EXTRACTED DATA:
★ ★ ★ ★
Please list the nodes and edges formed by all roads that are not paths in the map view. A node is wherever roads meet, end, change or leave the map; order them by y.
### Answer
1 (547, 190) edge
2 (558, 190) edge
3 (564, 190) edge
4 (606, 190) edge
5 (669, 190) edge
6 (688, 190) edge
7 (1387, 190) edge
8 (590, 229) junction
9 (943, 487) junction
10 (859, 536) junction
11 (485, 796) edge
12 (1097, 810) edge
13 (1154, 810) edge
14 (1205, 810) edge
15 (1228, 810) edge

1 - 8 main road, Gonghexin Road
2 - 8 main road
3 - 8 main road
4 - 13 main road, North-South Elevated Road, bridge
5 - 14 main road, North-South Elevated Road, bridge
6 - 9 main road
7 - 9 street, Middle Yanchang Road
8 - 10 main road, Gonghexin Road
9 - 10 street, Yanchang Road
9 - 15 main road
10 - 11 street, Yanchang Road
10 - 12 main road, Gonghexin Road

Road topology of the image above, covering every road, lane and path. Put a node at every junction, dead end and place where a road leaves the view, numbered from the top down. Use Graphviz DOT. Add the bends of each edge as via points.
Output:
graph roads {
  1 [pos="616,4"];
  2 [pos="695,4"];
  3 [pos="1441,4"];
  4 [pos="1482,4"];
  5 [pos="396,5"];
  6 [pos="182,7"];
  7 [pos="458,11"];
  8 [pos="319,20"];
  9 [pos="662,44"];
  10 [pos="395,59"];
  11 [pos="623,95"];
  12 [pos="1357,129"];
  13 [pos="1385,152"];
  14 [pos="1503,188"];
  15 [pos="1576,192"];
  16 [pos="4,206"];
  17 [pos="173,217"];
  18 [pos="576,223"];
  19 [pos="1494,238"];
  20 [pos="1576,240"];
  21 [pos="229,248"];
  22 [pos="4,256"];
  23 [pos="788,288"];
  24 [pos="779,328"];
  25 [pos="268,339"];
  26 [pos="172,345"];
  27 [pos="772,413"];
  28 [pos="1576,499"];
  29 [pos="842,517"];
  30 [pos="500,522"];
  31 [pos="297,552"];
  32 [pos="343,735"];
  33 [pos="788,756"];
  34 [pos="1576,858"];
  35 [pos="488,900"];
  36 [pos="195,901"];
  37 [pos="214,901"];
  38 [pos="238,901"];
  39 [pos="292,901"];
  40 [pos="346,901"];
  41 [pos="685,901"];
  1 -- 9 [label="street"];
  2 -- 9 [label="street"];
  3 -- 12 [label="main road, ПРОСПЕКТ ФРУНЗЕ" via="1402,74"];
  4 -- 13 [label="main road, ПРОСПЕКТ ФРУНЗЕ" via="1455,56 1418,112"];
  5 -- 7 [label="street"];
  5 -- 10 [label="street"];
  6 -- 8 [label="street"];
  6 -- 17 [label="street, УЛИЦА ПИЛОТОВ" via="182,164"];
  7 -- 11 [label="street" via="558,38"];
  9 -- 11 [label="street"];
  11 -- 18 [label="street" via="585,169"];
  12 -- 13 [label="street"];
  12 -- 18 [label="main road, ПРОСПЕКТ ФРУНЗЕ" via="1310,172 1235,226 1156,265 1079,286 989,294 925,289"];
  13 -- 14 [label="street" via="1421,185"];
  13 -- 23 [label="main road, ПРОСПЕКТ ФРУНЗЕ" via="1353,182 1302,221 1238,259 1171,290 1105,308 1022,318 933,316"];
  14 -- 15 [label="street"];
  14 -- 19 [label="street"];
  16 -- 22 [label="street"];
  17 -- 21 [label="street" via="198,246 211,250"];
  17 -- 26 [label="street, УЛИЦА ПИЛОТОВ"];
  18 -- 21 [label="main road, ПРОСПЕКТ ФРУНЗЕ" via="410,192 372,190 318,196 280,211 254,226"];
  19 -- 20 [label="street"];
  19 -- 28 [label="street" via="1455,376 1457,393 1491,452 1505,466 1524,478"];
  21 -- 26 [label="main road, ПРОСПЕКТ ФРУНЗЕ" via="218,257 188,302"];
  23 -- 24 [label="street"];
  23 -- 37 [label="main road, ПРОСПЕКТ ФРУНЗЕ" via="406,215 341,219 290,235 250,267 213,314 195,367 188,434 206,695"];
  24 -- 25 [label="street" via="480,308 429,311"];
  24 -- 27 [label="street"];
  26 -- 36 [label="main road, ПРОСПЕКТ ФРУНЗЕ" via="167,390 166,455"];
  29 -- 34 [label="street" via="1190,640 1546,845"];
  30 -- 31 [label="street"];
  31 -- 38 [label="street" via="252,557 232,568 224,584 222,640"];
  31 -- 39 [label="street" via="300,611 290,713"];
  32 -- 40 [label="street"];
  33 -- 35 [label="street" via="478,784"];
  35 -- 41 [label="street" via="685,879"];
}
★ ★ ★ ★
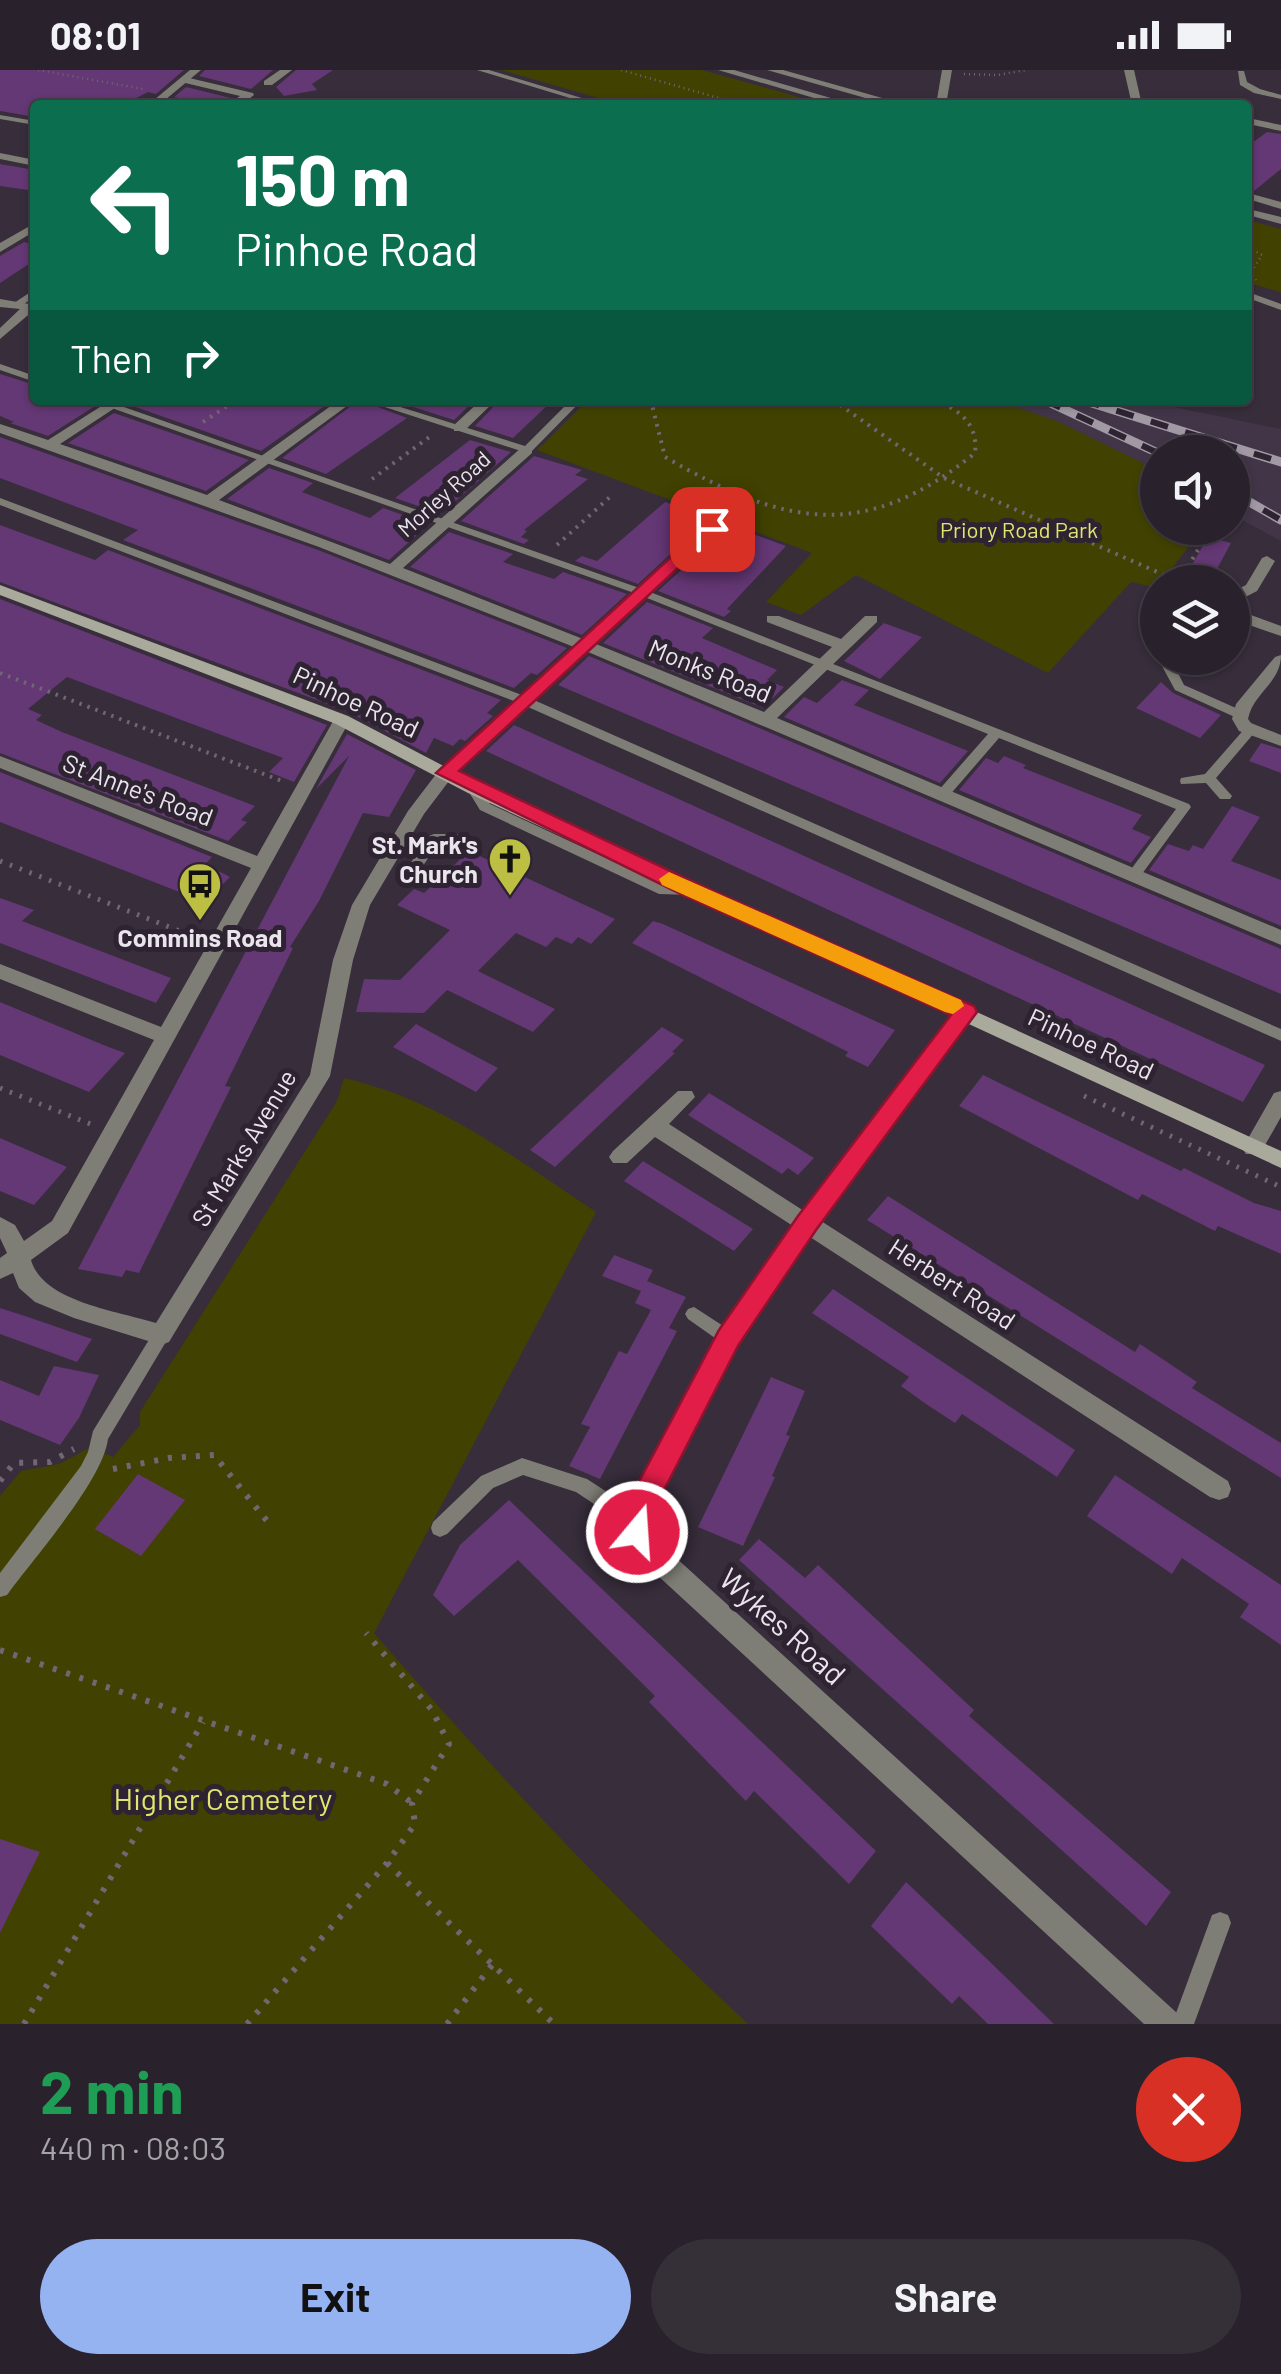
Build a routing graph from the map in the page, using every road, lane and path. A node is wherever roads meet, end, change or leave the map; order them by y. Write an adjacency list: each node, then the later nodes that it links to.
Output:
★ ★ ★ ★
TASK ITEM: In the entries above, find each line with "meet" and copy it.

SOLVED EXERCISE:
Please list the nodes and edges formed by all roads that are not paths in the map view. A node is wherever roads meet, end, change or leave the map; order them by y.
Build a routing graph from the map in the page, using every road, lane and path. A node is wherever roads meet, end, change or leave the map; order them by y. Write an adjacency list: each node, then the later nodes that it links to.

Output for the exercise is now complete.